Agree - it is math and folks need to decide what they are comfortable with. Stock price going from 100 to 1400 in one year is possible resulting in short term gains if sold within 1-year as TSLA has shown, but less likely.It’s math, you can’t disagree with it.
Part 2 is $550k into TSLA at $700 like you said (so 785.7 shares). If if then doubles to $1,400, you have $1.1M with a gain of $550k. Short term tax would be $275k as you laid it out, netting $275k in addition to the net from the first part of the trade, which netted $450k, so total net is $725k.
If the other scenario is also short term, you gain $1.3M and net $650k under the tax rate you presented. Obviously if you change that scenario to long term, you will pay less in taxes. The point is that you should consider the impact of a higher cost basis on your second sale if you are analyzing this type of situation.
Mind-boggling that there were disagrees on this post. Again, it’s just math.
For me, tax planning is more complicated than the examples above, particularly, if you are planning to hold TSLA for the very long term. There were three big changes in the 2017 tax law that had major potential effects.
First was the major change in the deductibility of state tax again the Federal tax. This primarily affects states like CA, which have very high state taxes. You can see that in examples given earlier on paying federal and state capital gains, particularly when CA doesn't have a lower long term capital gains rate.
Second, for people like me who hold our shares in tax free accounts (Mine are all in a Roth IRA). My plan is to have the Roth as an estate planning tool. The law changed the rules so that my beneficiaries can only hold the assets in an inherited Roth tax free for 10 years after my death (or my spouse whoever lives the longest) rather than their lifetime (with some RMD - required minimum distribution). This decreases the value of a Roth (although it still is very good - since it also doesn't require me to take any RMD).

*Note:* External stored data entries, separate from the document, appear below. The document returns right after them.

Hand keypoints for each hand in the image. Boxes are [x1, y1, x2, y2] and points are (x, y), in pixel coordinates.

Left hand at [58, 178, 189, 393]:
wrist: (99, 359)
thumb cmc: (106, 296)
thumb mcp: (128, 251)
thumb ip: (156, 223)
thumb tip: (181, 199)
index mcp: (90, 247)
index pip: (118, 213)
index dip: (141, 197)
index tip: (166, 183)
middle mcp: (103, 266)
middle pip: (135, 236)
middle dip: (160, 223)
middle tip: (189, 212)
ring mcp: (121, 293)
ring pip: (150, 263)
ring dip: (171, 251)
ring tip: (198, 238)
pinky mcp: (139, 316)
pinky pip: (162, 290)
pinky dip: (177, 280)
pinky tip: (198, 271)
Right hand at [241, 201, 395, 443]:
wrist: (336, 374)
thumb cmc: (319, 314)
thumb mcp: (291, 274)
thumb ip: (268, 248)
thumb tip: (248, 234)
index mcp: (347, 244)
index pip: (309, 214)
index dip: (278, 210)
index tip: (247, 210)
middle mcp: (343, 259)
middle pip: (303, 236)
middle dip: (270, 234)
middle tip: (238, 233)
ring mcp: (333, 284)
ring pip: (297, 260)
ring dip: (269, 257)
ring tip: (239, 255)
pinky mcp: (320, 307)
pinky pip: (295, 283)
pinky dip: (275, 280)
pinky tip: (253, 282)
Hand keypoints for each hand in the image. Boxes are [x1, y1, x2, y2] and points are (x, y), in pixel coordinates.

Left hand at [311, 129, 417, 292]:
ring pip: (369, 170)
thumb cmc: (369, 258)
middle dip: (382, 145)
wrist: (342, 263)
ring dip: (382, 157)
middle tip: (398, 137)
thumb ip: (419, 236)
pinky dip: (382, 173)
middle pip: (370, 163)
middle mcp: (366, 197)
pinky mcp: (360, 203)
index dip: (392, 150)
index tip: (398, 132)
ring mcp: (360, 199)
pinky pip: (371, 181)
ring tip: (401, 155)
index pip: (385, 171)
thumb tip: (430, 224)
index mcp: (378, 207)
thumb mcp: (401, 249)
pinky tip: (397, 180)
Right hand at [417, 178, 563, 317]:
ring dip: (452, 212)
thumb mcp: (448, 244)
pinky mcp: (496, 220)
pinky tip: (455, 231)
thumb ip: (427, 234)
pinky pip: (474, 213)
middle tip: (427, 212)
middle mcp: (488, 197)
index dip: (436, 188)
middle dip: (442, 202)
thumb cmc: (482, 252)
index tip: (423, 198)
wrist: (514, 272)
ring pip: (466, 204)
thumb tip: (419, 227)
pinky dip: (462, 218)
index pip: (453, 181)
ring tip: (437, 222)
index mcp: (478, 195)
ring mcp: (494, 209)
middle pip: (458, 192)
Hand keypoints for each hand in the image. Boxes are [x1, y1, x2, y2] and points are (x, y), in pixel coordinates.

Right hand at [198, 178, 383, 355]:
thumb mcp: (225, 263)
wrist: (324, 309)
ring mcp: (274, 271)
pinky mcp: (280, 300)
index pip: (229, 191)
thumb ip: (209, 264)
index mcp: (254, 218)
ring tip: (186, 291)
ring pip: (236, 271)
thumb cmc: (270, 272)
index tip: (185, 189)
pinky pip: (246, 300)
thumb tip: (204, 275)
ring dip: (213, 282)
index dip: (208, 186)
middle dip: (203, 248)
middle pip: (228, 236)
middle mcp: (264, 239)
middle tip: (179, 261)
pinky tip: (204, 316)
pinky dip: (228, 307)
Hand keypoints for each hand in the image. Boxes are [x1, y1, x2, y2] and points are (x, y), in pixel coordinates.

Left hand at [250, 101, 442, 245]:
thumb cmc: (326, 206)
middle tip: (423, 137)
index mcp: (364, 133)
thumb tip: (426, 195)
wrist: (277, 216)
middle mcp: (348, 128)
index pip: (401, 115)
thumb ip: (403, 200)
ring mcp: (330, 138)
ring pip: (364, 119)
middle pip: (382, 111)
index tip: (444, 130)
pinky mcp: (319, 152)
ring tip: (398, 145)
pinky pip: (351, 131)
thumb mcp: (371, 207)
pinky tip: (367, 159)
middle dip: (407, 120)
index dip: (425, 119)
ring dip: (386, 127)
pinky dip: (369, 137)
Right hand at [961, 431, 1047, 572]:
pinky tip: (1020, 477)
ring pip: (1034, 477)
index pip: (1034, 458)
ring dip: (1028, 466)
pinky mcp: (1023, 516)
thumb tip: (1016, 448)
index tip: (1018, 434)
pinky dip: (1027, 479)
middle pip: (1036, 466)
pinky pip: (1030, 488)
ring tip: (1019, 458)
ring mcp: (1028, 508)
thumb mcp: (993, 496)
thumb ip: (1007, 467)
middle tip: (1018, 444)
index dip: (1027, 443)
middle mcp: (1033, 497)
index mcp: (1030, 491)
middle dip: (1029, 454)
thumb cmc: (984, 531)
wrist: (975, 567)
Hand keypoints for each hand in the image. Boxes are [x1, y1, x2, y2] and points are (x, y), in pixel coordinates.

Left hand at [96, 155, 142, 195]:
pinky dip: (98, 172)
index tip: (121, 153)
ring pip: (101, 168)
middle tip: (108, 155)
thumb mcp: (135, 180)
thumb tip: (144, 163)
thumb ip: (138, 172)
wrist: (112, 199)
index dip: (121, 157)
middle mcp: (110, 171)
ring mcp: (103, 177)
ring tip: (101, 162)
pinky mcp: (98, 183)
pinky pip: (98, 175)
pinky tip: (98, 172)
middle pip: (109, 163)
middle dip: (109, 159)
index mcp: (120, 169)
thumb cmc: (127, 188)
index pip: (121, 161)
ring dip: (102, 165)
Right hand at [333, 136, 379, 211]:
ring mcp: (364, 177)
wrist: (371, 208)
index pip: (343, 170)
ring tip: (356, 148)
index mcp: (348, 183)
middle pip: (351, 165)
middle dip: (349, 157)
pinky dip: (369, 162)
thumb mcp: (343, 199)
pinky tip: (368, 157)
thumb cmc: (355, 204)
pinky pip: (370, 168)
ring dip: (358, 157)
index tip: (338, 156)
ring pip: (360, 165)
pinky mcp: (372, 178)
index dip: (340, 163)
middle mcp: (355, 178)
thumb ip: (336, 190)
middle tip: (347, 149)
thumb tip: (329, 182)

Third, the estate tax limit was doubled (still increasing by inflation each year). This has a huge effect as TSLA shares increase in value. Mine, purchased in the Roth in late 2013 and early 2015, are approaching a 20 bagger, a level where, including our other assets, put estate tax into play. At 40% estate tax is significant (some states also have their own estate taxes on top of federal). However, the big unknown is whether this higher limit will end in 2026, since the increase in the estate tax limit sunsets then. It will take a new law to keep it going.
A fourth tax issue which is currently very advantageous, is that if you keep TSLA or any appreciated asset until your death, the cost basis of the asset is readjusted to the market value at your death. So if you keep TSLA long enough, you may escape any capital gains tax on its growth while you were alive.
Tax laws are definitely subject to change, so as your wealth in TSLA multiplies, you probably need to keep in mind some or all of these complications. At 75, I am probably much more aware than most of you about such things.
We haven't paid much attention to estate planning yet - in our late forties/early fifties now, other than having a living trust created. Our brokerage assigned financial advisor did mention this a couple of months back - since our TSLA holdings in my traditional IRA have grown to a ridiculous level. In addition to advising that I should sell and take profits, which I promptly ignored , he did point out that if we left this as an estate to our kid, with the new laws for RMD etc., a big chunk would be lost to taxes at that point. His recommendation was to start rollover into ROTH IRA - but with our current tax brackets, we would be paying almost half in taxes (yes, first world problems, cry me a river etc etc.). Most of my TSLA assets are in a traditional IRA, my husband does have a Roth IRA, but the holdings are much less - thanks to my super conservative hubby (I have posted that story sometime before - his holdings are mostly in bonds, that he actually pays Fidelity to manage)
Thanks for the mods to direct the discussion to an appropriate thread! Only thing I can add is, keep your shares as-is in your taxable account and use options if you have a high conviction on what the stock is going to do (both direction and timing).
This is exactly what I have been doing with my traditional IRA. Last year Sept - about 30% of my account was TSLA stock, with only about 1-2% call options. As of this morning, my IRA is at 20X of the value from Sept'19 with >90% in TSLA stock or options. After the S&P announcement couple of weeks back, I sold off 40% of the TSLA stocks in this account and converted the amount to call options (posted in the Trading thread).
Back to the original discussion regarding taxable account:
The scenario calculations posted are not entirely hypothetical, since I am trying to decide at what point it would be worth it to just take profit, taxes be damned. I have just over 1000 shares in another brokerage account - half of them are long term, the other half were bought during the March Covid related crash. I also have June'22 LEAPS that were bought about the same time - so still short term. Been trying to work out various scenarios to maximize my returns, keeping taxes in mind. If there is a crazy run up in stock price week of Dec 14-18, what to do?
- Sell all the LEAPS?
- Sell half the LEAPS and get the other half exercised into shares?
- Sell the long term stock and use the proceeds to exercise the LEAPS?
I had pretty much decided to sell half and exercise the 2nd half to add on to the shares. But all these will be now the low cost basis. But now, @Crowded Mind pointed out the advantage of starting with a higher cost basis, so maybe selling everything and buying shares is better option.